Flugbegleiter: Wenn die Augen zu Superkräften werden

Augen entschlüsseln Emotionen in Millisekunden.

Wichtige Fakten

  • Augen entschlüsseln Emotionen in Millisekunden.
  • Flugbegleiter nutzen Blickkontakt zur Sicherheit an Bord.
  • Neurobiologie: Mentalisierungsnetzwerk koppelt Gehirne bei Kommunikation.
  • Empathie und Scanner-Blick beugen Konflikten vor.
  • Nonverbale Signale trainieren das soziale Gehirn.

Das Auge als Scanner für Emotionen

Die Augen sind nicht nur für das Sehen da, sondern auch ein zentrales Werkzeug für die nonverbale Kommunikation und das Erkennen von Emotionen. Das zeigt sich besonders bei Flugbegleitern, die beim Boarding jeden Passagier genau mustern. Kabinenchefin Nadine Vetter beschreibt, wie sie beim ersten Blickkontakt Wut, Alkoholeinfluss oder Flugangst erkennt.„

„Wenn ich beim Einsteigen merke, dass ein Gast aggressiv ist, gehen wir noch mal auf ihn zu, um die Situation richtig einschätzen zu können“, erklärt Vetter. „Wir müssen dann relativ rasch entscheiden: Fliegt dieser Gast mit oder verweisen wir ihn im Extremfall von Bord?“ Diese schnelle Einschätzung ist neurobiologisch verankert: Gehirnregionen reagieren innerhalb von Millisekunden.

Die Wissenschaft hinter dem Scanner-Blick

Psychiater Professor Leonhard Schilbach erklärt, dass das sogenannte Mentalisierungsnetzwerk im Gehirn aktiviert wird, wenn wir Blickverhalten interpretieren. „Es sind Gehirnregionen eingeschaltet, die innerhalb von Millisekunden reagieren“, so Schilbach. Dieses Phänomen der Inter-Brain-Kommunikation tritt auch bei Aktivitäten wie gemeinsamen Musizieren oder Schachspielen auf. Flugbegleiter trainieren diese Fähigkeit, um Konflikte zu vermeiden und Sicherheit zu gewährleisten.
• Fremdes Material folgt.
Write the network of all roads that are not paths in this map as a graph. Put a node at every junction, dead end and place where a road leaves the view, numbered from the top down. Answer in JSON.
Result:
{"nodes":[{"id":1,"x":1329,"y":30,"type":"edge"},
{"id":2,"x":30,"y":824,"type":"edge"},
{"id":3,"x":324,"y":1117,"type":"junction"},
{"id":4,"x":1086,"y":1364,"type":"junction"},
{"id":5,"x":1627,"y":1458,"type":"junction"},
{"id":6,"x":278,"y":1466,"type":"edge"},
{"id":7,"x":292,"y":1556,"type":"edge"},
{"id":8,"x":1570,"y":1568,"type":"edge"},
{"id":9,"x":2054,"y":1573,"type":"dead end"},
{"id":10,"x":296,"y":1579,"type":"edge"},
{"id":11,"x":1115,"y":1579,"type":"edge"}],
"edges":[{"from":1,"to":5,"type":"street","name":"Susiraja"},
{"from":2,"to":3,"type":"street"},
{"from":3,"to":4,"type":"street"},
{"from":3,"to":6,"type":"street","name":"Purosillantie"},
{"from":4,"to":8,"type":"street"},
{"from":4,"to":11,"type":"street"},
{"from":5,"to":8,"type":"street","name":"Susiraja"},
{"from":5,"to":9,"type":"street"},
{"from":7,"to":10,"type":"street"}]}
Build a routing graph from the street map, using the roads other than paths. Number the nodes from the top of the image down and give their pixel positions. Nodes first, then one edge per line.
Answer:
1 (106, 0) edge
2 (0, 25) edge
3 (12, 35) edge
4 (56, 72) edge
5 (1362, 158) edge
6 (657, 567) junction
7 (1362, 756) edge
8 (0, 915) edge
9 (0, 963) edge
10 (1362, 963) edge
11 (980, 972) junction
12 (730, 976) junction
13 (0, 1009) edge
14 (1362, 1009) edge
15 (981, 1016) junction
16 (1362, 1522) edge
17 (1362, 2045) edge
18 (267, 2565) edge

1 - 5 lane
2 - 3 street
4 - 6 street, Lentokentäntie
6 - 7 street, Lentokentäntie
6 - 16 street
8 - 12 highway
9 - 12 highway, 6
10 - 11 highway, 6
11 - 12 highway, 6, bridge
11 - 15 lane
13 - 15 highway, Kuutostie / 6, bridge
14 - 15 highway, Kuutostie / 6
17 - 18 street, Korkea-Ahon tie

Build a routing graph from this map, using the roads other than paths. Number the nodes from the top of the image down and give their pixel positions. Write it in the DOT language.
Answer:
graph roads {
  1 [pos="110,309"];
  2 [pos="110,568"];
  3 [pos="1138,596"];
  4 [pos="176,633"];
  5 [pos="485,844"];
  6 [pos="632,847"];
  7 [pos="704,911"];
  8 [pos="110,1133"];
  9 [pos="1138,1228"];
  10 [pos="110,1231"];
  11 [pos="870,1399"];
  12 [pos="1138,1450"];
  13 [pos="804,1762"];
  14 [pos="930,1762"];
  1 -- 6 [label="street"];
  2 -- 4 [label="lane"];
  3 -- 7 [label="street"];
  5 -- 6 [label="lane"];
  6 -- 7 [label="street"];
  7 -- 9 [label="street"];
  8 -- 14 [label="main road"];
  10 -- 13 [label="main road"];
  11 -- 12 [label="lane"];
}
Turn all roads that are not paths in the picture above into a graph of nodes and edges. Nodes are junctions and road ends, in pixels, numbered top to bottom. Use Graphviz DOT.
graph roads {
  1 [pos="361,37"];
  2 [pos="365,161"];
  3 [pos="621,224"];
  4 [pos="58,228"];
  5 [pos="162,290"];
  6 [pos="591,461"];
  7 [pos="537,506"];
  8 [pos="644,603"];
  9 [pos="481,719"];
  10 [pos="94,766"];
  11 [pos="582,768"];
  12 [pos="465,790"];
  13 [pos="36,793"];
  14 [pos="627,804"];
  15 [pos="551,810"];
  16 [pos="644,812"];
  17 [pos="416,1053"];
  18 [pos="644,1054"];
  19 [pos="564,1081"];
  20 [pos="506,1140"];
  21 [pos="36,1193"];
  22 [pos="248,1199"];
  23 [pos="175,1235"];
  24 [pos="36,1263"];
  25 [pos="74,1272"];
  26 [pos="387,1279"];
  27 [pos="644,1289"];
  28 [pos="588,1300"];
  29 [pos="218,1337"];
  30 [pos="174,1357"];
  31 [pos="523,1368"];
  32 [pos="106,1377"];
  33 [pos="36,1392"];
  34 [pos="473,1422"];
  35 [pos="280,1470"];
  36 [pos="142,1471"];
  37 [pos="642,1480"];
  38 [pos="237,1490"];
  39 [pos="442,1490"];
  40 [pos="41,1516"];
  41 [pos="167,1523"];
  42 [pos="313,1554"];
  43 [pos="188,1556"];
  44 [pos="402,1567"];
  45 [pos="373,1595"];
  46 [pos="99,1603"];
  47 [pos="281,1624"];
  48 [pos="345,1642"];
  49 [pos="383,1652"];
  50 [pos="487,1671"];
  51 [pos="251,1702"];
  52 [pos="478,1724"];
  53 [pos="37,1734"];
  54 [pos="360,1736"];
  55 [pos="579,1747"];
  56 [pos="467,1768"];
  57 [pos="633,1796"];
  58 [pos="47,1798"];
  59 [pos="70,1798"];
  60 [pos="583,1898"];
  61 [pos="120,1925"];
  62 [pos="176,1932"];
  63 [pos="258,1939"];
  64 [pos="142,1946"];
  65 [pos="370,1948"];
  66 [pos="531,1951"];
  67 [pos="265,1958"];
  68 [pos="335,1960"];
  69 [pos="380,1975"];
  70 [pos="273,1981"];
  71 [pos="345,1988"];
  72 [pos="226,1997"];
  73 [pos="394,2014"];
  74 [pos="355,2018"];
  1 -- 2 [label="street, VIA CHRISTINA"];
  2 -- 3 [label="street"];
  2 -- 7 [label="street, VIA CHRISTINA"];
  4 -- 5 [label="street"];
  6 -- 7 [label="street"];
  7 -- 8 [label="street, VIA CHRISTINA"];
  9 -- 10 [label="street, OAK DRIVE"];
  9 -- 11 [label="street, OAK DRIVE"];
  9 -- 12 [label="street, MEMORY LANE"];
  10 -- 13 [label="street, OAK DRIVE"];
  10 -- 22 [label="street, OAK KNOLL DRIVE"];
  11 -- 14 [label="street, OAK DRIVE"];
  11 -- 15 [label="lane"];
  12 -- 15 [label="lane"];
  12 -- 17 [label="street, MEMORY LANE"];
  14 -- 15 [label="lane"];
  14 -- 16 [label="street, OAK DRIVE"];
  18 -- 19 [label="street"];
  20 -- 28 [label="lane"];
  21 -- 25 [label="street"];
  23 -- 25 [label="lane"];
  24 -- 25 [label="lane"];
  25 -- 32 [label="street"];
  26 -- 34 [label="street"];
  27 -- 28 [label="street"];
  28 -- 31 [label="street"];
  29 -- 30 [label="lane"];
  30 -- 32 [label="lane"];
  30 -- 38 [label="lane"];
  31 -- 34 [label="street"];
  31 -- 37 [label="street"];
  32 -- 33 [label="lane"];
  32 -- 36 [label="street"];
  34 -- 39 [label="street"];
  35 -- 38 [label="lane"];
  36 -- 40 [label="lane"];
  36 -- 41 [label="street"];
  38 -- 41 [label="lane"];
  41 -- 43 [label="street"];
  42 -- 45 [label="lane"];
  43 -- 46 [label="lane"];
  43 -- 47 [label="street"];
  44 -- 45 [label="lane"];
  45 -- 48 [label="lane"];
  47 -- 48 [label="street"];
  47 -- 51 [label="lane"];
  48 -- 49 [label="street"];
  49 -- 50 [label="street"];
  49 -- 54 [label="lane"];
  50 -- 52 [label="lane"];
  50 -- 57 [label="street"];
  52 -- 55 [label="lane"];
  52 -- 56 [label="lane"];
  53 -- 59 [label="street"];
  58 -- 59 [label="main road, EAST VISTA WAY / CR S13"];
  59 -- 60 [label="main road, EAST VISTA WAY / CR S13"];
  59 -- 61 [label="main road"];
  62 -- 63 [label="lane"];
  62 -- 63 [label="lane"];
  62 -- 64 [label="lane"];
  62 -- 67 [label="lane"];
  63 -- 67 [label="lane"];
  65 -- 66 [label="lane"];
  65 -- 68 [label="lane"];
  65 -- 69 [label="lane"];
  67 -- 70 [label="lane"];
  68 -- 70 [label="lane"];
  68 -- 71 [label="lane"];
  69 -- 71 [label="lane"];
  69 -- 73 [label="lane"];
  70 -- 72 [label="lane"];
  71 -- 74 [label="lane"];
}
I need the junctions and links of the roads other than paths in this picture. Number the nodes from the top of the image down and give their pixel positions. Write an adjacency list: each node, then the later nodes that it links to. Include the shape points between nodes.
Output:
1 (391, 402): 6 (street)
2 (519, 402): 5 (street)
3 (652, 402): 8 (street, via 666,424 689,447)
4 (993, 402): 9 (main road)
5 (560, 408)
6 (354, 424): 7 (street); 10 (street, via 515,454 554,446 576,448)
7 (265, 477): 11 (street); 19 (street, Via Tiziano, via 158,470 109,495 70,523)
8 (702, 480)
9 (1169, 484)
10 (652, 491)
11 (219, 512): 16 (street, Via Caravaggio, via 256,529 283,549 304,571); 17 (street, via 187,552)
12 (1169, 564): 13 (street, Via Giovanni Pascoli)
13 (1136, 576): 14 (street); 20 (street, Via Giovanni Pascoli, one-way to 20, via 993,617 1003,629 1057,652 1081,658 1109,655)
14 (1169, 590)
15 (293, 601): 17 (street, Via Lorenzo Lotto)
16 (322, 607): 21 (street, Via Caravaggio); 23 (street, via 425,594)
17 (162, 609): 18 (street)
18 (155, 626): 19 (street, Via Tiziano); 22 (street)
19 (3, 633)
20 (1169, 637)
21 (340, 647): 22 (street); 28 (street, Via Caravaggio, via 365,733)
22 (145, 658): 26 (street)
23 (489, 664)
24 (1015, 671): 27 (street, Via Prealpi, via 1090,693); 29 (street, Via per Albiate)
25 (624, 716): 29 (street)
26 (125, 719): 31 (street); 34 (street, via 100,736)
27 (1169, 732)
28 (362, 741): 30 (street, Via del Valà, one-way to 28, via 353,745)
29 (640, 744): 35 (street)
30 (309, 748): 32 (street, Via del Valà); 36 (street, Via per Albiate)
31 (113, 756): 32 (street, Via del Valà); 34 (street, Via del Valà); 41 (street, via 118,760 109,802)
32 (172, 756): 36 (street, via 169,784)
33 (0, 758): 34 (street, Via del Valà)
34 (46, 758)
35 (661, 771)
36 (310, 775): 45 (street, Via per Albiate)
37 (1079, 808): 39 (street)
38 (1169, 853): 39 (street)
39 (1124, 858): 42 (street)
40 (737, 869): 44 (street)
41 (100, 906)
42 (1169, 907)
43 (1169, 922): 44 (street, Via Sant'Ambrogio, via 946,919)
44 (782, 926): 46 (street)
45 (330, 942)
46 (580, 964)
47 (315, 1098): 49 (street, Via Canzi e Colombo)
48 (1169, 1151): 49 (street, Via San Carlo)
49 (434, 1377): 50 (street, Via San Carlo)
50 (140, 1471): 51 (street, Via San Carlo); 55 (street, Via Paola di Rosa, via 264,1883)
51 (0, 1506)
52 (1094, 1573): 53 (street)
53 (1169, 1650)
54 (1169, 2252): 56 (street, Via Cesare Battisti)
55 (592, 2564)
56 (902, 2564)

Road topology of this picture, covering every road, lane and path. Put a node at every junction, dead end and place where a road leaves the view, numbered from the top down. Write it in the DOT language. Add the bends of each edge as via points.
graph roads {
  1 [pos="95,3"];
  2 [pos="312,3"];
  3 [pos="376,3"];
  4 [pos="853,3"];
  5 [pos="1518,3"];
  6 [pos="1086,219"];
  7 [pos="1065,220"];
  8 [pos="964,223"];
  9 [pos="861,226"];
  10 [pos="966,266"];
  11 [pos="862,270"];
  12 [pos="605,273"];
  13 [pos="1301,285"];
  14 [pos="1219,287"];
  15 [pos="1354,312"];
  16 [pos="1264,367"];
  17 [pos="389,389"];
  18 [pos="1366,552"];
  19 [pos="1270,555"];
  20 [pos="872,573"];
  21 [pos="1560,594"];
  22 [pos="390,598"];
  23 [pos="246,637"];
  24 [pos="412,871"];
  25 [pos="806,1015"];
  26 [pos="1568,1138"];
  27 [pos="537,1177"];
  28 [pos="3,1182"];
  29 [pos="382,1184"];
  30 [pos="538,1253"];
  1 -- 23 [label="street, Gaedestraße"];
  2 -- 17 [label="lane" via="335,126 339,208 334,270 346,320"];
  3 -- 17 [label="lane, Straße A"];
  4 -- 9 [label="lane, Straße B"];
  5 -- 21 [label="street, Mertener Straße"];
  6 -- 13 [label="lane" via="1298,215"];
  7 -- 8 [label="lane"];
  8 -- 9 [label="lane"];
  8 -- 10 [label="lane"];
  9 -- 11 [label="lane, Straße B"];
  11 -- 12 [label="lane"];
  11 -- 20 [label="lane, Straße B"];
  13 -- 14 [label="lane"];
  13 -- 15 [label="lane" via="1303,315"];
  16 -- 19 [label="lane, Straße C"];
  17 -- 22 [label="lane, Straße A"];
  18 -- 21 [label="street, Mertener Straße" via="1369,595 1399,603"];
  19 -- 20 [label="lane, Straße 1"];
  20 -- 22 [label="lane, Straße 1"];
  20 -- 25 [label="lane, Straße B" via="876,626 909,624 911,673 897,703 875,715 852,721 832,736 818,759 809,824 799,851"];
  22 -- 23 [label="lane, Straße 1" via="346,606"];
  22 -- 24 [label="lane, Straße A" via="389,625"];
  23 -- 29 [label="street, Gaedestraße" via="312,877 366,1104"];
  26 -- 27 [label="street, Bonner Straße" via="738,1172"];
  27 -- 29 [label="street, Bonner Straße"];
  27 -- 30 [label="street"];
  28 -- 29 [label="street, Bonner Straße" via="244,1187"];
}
Training und Empathie an Bord

Zusätzlich zum Scanner-Blick ist Empathie entscheidend. Nadine Vetter berichtet, dass eine offene Körpersprache, locker gehaltene Hände und ständiger Augenkontakt mit der Crew und den Passagieren grundlegend sind. „Man kann ja nicht einfach die Tür öffnen und aussteigen“, betont sie. „Deshalb sind Teamwork und souveränes Verhalten in Stresssituationen gefragt.“ Die Augen sind dabei sowohl Empfänger als auch Sender von sozialen Signalen.